Required work | Return, exactly as written, all lines from the line containing "ring mcp: (186, 117)" to the end of the entries below, with both ends included.

Data listing |
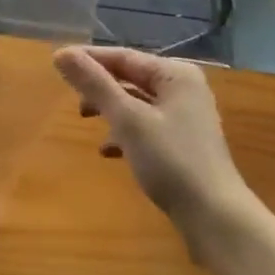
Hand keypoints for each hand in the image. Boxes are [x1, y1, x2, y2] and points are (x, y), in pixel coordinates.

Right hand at [53, 46, 255, 253]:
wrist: (217, 220)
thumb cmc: (172, 161)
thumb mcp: (128, 119)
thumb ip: (95, 84)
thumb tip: (61, 53)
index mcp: (175, 74)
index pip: (123, 57)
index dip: (89, 59)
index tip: (57, 62)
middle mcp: (183, 88)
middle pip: (131, 78)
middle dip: (100, 87)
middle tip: (72, 98)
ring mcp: (186, 117)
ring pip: (137, 103)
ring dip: (110, 110)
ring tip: (85, 119)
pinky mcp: (183, 144)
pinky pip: (146, 126)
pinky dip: (125, 133)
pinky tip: (108, 151)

Worked solution |
ring mcp: (186, 117)
ring pip: (137, 103)
ring dip: (110, 110)
ring tip: (85, 119)
pinky mcp: (183, 144)
pinky pip: (146, 126)
pinky dip: (125, 133)
pinky tip: (108, 151)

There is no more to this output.